[[ RECORD EXTRACTS, beginning ]]
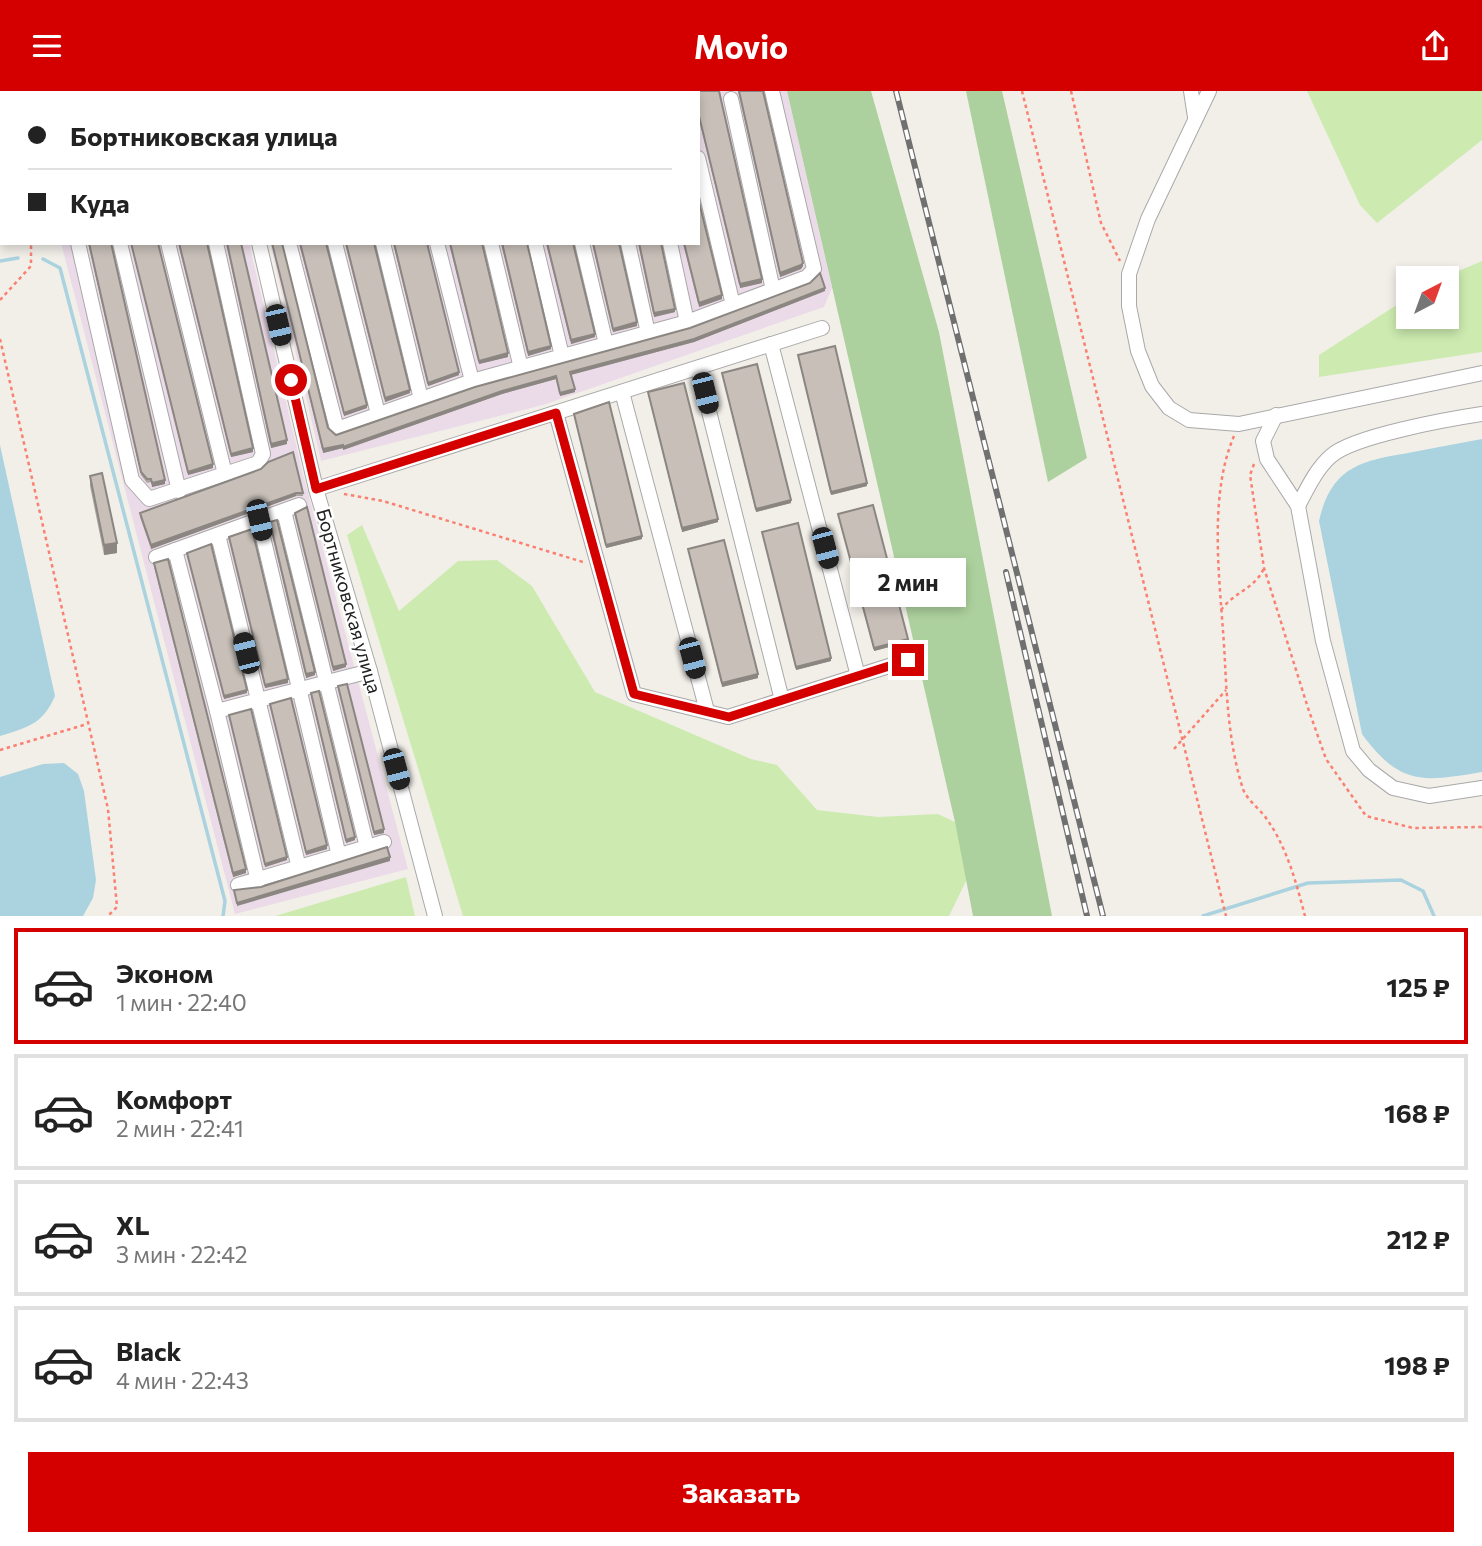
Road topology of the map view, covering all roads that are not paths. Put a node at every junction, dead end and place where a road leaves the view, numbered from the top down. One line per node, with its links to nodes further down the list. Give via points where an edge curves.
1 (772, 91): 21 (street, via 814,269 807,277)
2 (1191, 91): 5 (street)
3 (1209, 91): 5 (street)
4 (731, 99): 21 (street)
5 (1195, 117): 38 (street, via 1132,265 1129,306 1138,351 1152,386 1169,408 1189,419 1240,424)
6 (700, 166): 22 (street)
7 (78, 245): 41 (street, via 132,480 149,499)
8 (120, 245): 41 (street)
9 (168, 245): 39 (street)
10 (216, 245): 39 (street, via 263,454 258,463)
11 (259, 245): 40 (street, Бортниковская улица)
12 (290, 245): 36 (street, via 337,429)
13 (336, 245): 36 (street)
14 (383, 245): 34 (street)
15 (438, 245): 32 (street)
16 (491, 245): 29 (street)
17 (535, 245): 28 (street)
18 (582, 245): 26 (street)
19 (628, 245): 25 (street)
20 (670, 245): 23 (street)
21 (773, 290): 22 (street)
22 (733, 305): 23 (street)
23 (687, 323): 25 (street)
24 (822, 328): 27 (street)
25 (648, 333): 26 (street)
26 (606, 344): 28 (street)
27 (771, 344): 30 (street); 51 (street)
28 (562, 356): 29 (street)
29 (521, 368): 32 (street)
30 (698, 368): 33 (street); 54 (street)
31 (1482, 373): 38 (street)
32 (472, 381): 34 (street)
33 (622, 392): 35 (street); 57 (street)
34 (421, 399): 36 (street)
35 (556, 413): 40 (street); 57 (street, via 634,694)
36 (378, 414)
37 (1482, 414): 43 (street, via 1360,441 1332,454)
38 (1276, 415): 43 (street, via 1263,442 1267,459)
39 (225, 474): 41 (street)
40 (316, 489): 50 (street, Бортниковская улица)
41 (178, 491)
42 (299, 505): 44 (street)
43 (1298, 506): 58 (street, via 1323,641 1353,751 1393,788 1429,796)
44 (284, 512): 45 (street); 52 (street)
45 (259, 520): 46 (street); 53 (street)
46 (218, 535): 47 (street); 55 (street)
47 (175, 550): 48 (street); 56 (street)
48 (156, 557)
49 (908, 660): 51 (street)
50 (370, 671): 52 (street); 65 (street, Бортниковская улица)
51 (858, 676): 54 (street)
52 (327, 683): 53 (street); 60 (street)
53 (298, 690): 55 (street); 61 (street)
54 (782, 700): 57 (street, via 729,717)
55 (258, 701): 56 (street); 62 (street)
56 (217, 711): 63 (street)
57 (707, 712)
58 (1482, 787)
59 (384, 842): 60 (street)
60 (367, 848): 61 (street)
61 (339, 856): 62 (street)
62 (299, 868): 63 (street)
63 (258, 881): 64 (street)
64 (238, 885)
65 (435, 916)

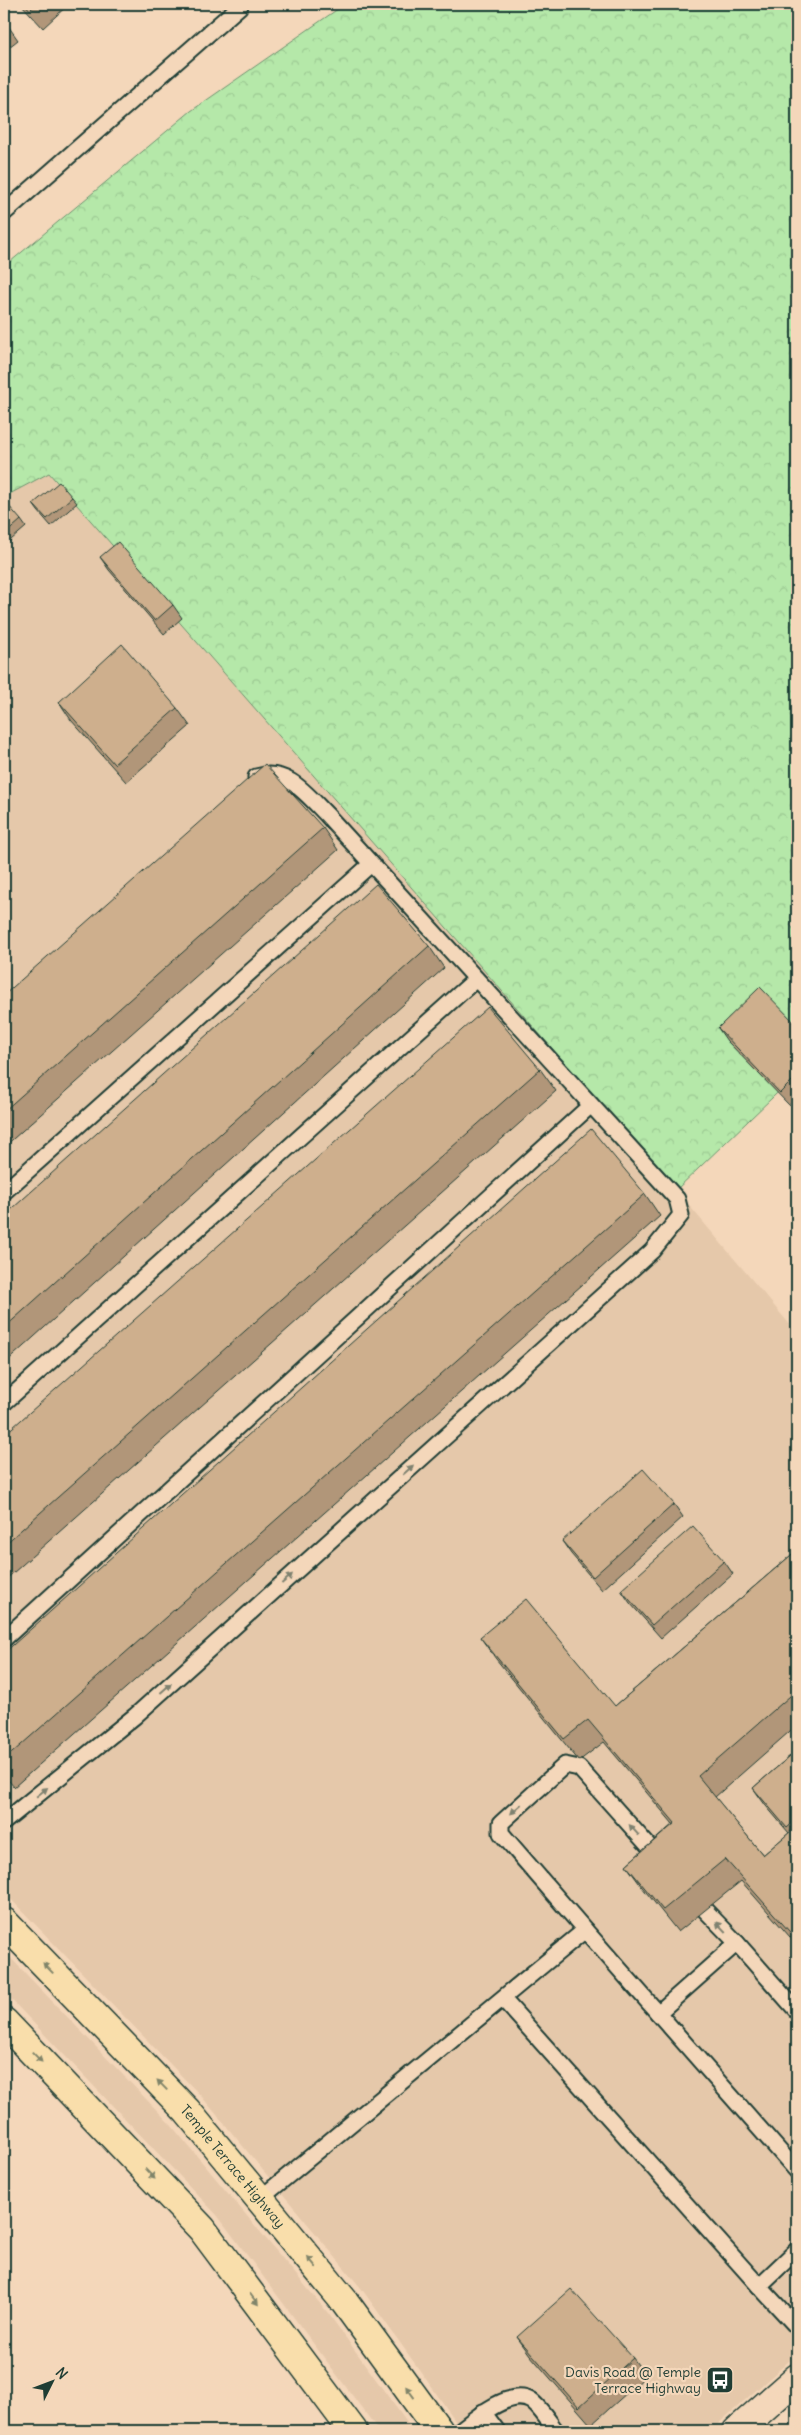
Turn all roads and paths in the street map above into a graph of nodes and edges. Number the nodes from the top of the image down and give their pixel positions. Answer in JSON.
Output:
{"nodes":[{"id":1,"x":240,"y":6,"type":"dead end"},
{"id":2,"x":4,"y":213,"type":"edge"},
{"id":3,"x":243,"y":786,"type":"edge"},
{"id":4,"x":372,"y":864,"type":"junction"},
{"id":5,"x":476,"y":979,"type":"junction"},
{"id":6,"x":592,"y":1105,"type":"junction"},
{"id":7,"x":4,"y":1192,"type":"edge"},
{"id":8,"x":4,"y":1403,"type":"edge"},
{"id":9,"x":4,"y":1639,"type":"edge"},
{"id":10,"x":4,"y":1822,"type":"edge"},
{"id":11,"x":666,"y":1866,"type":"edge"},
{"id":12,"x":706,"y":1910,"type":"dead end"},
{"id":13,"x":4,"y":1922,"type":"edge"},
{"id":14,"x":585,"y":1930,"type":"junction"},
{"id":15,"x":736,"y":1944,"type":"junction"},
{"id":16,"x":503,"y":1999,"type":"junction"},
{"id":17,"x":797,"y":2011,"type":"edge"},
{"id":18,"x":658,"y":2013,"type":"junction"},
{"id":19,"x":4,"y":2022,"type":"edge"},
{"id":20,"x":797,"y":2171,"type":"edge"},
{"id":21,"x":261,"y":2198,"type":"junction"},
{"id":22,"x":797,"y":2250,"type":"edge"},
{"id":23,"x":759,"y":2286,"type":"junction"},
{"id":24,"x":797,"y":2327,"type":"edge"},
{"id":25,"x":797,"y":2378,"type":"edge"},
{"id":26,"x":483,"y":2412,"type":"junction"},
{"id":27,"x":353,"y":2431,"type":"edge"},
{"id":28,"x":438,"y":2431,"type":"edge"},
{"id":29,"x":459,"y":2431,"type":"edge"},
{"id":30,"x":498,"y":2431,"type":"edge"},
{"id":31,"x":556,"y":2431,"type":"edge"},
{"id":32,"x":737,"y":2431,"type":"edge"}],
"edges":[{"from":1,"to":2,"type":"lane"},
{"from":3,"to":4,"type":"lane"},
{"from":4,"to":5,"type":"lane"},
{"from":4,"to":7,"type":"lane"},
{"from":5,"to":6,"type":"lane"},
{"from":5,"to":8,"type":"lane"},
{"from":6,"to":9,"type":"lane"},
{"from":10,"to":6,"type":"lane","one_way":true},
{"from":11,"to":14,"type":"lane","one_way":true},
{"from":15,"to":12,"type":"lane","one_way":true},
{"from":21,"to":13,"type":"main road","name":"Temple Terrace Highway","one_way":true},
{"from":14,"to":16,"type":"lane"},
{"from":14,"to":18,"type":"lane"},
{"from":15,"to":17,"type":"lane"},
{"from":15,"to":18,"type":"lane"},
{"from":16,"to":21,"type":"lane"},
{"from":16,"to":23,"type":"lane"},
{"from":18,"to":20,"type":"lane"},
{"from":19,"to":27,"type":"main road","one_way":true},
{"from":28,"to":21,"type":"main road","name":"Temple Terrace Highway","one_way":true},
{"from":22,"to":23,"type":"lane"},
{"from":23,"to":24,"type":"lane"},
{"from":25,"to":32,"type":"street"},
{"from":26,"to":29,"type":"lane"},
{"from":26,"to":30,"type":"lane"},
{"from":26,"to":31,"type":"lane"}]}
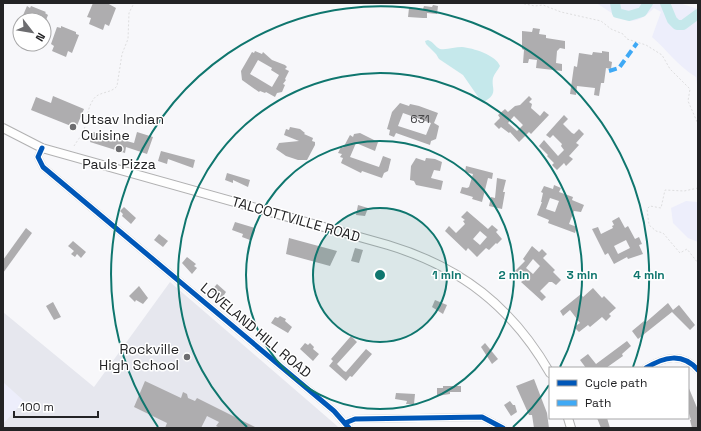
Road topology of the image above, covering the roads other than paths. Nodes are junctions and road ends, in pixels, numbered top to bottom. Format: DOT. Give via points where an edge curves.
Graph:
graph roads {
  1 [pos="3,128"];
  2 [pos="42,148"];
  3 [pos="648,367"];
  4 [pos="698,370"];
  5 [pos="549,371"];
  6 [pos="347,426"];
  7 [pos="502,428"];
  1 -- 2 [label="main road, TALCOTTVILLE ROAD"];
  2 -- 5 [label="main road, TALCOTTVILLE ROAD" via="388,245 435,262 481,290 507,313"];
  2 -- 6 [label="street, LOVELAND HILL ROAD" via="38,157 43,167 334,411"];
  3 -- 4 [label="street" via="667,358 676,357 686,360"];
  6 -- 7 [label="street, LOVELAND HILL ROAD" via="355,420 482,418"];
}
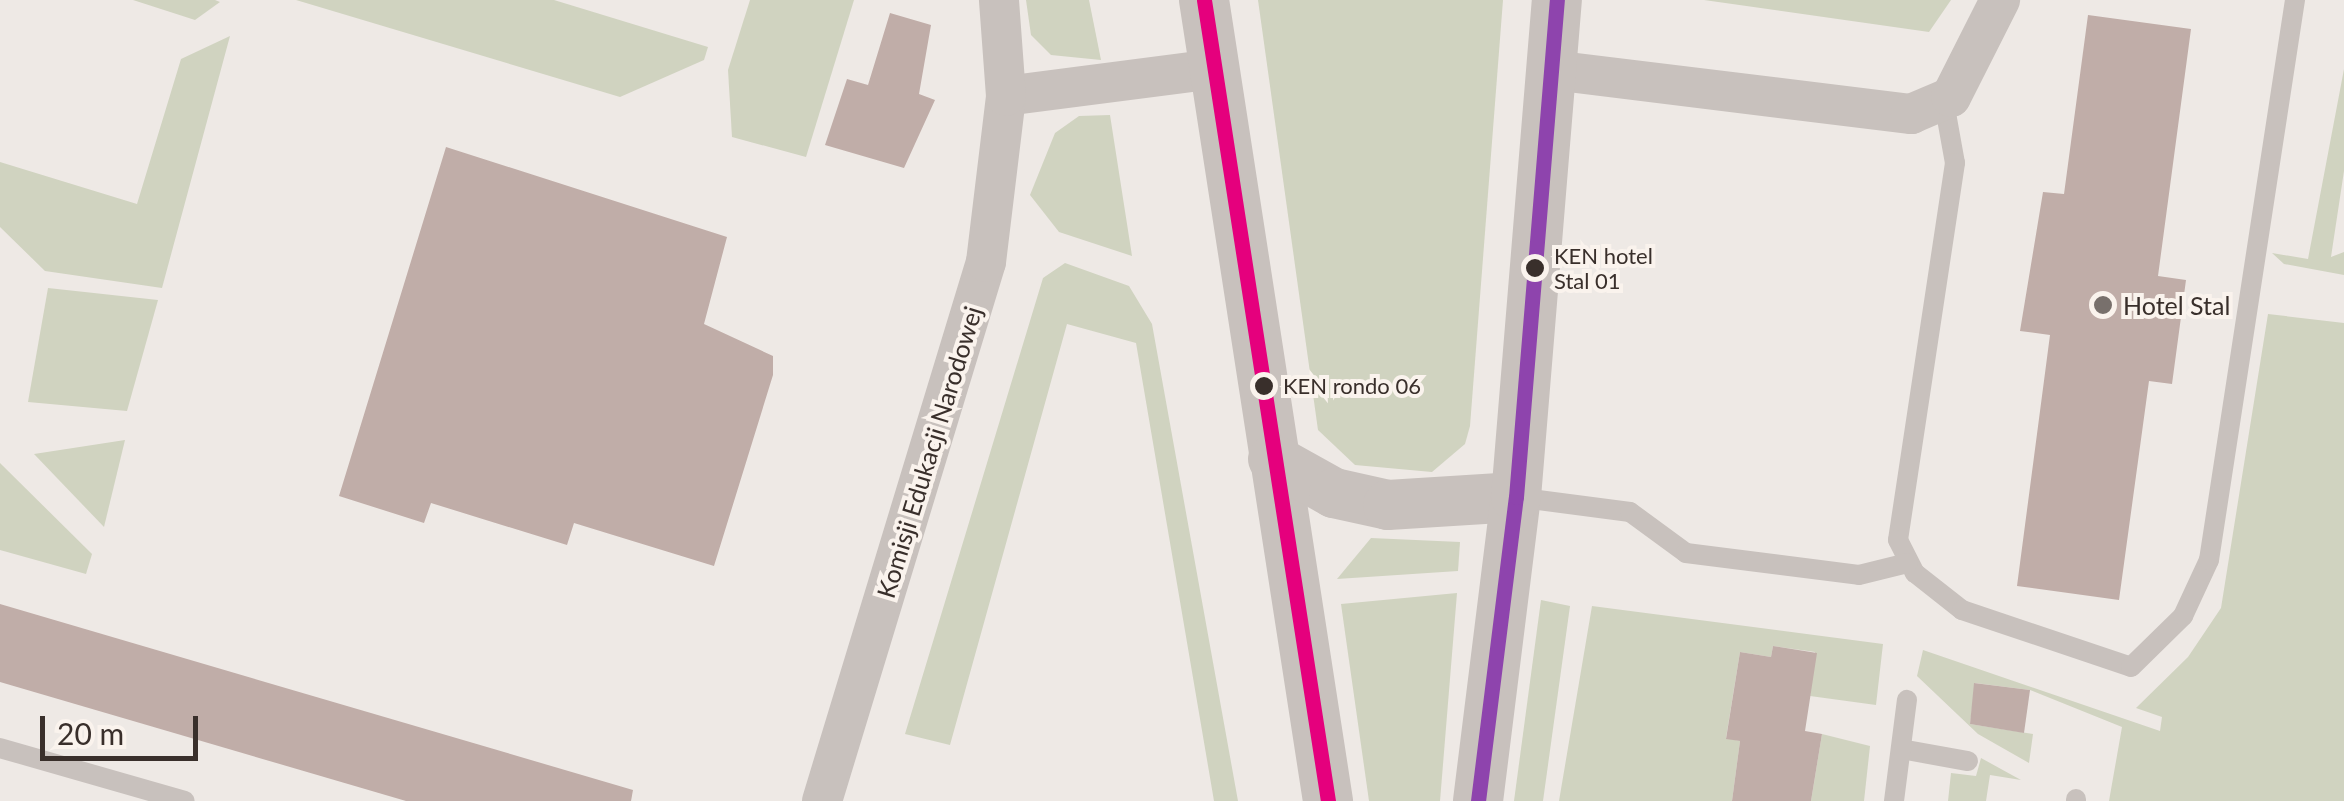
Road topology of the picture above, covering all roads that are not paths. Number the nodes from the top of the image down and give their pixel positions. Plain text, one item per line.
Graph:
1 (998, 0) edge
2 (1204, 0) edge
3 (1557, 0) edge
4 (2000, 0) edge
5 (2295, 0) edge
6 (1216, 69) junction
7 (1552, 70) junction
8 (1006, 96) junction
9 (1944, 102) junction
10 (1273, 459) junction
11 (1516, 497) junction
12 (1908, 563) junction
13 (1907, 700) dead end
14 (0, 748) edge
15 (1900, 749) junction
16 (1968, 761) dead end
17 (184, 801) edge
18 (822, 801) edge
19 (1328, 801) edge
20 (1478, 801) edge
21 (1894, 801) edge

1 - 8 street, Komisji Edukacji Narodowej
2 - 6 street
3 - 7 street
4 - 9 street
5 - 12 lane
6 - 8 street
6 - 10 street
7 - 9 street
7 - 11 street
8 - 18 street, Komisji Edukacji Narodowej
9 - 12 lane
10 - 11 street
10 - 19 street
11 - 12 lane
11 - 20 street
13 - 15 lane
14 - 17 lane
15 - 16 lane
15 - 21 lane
[[ RECORD EXTRACTS, end ]]
→ **EXERCISE**
Please reproduce verbatim the lines from the line with "Road topology of the image" through the final line of the listing, inclusive of both ends. Omit all pictures.

→ **SOLUTION FOR THIS PROBLEM**
Road topology of the image above, covering the roads other than paths. Nodes are junctions and road ends, in pixels, numbered top to bottom. Format: DOT. Give via points where an edge curves.
Graph:
graph roads {
  1 [pos="3,128"];
  2 [pos="42,148"];
  3 [pos="648,367"];
  4 [pos="698,370"];
  5 [pos="549,371"];
  6 [pos="347,426"];
  7 [pos="502,428"];
  1 -- 2 [label="main road, TALCOTTVILLE ROAD"];
  2 -- 5 [label="main road, TALCOTTVILLE ROAD" via="388,245 435,262 481,290 507,313"];
  2 -- 6 [label="street, LOVELAND HILL ROAD" via="38,157 43,167 334,411"];
  3 -- 4 [label="street" via="667,358 676,357 686,360"];
  6 -- 7 [label="street, LOVELAND HILL ROAD" via="355,420 482,418"];
}
Road topology of the picture above, covering all roads that are not paths. Number the nodes from the top of the image down and give their pixel positions. Plain text, one item per line.
Graph:
1 (998, 0) edge
2 (1204, 0) edge
3 (1557, 0) edge
4 (2000, 0) edge
5 (2295, 0) edge
6 (1216, 69) junction
7 (1552, 70) junction
8 (1006, 96) junction
9 (1944, 102) junction
10 (1273, 459) junction
11 (1516, 497) junction
12 (1908, 563) junction
13 (1907, 700) dead end
14 (0, 748) edge
15 (1900, 749) junction
16 (1968, 761) dead end
17 (184, 801) edge
18 (822, 801) edge
19 (1328, 801) edge
20 (1478, 801) edge
21 (1894, 801) edge

1 - 8 street, Komisji Edukacji Narodowej
2 - 6 street
3 - 7 street
4 - 9 street
5 - 12 lane
6 - 8 street
6 - 10 street
7 - 9 street
7 - 11 street
8 - 18 street, Komisji Edukacji Narodowej
9 - 12 lane
10 - 11 street
10 - 19 street
11 - 12 lane
11 - 20 street
13 - 15 lane
14 - 17 lane
15 - 16 lane
15 - 21 lane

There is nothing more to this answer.